→ What to work on
Copy out, from the data below, each line in which the word "arrive" occurs.

::::::::::

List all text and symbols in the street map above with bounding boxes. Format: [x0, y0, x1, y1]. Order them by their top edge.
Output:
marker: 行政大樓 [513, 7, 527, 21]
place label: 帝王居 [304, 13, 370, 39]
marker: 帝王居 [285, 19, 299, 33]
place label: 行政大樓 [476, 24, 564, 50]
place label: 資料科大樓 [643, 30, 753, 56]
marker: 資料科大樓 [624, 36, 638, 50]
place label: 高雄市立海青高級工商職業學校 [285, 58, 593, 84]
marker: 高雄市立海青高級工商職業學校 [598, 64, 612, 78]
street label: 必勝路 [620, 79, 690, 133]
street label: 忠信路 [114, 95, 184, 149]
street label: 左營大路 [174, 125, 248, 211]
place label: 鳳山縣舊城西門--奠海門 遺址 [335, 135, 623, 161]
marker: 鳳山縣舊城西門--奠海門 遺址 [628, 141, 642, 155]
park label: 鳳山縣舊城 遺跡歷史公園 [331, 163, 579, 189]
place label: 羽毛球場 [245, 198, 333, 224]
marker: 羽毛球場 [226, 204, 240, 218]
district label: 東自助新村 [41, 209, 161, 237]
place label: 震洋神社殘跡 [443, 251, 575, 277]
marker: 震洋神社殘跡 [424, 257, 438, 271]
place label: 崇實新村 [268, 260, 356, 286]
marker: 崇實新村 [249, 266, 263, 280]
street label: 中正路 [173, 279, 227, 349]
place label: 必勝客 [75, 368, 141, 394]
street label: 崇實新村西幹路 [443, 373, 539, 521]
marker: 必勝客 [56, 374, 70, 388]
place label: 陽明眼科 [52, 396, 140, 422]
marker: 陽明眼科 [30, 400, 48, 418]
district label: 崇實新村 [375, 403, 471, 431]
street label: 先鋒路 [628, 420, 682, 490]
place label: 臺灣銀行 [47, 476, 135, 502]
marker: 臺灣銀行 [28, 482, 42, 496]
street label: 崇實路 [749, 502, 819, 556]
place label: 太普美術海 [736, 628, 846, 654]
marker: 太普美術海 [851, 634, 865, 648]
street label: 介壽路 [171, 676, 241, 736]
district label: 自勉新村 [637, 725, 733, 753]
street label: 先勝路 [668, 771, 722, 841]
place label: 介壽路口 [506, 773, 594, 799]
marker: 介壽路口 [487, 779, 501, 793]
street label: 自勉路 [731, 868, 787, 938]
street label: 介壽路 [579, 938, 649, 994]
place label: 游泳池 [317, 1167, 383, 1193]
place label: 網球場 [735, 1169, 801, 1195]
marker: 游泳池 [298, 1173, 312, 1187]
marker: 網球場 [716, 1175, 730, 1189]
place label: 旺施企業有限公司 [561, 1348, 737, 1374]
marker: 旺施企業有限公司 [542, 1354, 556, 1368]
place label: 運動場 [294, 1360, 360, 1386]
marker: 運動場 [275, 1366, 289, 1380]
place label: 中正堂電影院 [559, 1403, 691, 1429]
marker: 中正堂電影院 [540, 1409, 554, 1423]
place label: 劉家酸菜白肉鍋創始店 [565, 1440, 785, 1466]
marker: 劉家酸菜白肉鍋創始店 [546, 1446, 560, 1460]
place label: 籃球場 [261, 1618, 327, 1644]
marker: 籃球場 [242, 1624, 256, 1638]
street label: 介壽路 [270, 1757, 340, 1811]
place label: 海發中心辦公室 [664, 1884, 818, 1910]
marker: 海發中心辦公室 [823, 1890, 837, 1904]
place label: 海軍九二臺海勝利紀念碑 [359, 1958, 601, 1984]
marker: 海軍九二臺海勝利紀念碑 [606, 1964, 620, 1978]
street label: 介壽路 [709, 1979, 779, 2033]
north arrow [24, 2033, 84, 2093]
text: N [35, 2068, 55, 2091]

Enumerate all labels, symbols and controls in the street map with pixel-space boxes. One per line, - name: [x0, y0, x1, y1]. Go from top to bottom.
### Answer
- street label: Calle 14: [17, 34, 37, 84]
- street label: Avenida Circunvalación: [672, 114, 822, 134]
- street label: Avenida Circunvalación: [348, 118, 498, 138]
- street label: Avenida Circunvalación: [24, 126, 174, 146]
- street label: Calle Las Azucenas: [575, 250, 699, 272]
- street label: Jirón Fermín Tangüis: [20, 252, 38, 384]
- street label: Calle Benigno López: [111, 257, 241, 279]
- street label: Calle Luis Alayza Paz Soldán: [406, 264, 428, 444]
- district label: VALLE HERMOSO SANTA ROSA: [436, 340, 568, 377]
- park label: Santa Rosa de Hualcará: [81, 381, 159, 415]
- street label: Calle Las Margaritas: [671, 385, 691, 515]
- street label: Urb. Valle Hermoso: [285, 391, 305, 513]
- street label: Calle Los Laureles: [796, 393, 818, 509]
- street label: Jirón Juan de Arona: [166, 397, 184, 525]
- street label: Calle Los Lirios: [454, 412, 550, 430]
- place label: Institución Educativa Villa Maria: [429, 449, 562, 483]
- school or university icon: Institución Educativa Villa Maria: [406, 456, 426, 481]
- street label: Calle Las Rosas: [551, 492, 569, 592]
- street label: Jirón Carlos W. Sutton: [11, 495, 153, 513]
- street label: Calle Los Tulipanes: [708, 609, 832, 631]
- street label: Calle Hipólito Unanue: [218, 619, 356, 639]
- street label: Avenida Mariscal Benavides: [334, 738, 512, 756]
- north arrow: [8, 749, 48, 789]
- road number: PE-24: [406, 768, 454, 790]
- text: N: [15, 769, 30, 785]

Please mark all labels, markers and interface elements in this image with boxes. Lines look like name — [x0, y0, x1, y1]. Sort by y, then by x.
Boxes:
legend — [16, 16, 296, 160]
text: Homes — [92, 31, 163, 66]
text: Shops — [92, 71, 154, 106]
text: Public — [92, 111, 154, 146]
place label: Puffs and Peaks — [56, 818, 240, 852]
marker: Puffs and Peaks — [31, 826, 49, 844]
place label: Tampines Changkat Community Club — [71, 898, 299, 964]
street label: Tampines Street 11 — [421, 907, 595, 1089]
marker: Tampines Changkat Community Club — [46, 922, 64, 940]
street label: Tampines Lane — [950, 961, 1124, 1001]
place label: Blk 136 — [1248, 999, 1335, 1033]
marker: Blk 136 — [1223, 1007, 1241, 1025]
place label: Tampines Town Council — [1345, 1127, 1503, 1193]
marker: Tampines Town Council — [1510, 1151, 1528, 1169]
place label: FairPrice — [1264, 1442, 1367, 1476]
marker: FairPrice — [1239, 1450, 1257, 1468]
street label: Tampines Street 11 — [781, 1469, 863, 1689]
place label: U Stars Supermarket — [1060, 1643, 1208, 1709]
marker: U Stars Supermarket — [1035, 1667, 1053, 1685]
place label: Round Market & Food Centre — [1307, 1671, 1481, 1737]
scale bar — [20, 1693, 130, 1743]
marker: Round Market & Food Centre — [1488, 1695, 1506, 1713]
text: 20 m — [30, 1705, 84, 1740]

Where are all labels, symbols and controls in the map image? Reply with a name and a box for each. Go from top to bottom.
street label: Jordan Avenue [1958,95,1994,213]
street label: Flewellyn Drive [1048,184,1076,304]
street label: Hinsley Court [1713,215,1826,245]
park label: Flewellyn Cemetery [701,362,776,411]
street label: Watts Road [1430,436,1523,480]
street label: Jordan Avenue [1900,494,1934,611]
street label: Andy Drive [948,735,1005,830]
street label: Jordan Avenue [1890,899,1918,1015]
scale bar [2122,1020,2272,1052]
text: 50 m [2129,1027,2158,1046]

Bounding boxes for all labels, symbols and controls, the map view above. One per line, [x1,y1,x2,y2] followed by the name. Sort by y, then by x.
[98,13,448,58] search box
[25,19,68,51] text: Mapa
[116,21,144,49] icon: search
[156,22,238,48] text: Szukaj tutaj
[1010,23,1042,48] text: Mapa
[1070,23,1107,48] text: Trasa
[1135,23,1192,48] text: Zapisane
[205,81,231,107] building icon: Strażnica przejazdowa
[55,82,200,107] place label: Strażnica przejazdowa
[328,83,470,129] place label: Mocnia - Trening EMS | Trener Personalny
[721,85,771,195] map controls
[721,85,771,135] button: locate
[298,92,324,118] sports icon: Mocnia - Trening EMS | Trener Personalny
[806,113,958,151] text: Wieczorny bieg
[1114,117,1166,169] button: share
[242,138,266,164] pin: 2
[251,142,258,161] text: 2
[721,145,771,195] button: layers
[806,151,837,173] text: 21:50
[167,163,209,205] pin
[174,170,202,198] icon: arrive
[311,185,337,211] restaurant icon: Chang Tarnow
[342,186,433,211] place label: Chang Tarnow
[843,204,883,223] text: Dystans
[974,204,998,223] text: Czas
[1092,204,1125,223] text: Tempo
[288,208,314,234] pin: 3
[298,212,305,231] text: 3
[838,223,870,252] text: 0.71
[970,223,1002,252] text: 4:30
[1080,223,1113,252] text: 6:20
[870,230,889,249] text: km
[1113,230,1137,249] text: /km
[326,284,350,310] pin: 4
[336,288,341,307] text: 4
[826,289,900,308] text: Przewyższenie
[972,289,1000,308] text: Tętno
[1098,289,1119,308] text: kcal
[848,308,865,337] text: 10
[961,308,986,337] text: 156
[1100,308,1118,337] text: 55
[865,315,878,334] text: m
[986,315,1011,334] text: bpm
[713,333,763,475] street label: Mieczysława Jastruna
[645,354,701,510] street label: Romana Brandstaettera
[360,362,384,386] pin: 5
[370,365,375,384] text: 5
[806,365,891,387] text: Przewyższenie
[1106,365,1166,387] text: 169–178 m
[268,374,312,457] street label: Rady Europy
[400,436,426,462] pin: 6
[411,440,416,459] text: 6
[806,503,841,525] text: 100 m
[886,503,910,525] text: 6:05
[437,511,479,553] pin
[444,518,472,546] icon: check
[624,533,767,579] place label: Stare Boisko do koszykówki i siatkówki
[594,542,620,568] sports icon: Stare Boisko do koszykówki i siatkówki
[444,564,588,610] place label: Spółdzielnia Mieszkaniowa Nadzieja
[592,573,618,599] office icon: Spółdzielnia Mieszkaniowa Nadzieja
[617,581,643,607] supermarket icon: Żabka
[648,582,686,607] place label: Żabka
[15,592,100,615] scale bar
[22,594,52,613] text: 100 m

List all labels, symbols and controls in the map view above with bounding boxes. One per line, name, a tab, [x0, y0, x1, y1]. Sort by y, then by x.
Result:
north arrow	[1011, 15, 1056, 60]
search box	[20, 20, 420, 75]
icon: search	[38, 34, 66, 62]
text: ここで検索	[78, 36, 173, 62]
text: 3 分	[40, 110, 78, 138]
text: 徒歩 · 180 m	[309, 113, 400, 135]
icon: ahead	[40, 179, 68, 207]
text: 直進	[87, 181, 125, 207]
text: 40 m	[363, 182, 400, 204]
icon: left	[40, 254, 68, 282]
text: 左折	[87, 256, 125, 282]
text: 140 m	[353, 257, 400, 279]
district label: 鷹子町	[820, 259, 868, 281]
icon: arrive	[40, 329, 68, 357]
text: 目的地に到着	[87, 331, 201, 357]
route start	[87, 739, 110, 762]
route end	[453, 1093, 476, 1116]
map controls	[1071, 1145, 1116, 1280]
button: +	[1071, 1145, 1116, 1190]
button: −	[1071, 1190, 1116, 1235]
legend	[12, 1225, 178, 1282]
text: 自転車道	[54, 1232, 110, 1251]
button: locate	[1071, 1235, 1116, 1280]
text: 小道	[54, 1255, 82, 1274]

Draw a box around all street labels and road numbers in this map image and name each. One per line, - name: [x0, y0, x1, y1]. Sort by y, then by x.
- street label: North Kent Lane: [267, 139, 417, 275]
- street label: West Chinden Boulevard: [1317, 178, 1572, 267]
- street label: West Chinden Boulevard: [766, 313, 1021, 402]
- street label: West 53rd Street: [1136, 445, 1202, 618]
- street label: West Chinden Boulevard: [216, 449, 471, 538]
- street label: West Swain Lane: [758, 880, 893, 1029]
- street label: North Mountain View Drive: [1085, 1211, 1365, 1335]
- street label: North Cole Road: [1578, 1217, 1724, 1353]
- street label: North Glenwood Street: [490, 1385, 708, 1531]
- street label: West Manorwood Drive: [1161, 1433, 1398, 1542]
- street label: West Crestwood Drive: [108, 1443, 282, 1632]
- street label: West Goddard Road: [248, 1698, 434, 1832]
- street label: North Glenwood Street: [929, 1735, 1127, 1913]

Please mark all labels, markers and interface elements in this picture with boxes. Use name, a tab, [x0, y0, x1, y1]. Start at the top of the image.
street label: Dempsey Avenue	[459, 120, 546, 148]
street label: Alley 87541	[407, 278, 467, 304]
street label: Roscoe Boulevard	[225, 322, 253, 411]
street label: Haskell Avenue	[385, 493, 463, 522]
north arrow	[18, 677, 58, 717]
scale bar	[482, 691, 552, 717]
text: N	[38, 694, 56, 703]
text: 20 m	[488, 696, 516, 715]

::::::::::

→ Response to this exercise
[174,170,202,198] icon: arrive
icon: arrive	[40, 329, 68, 357]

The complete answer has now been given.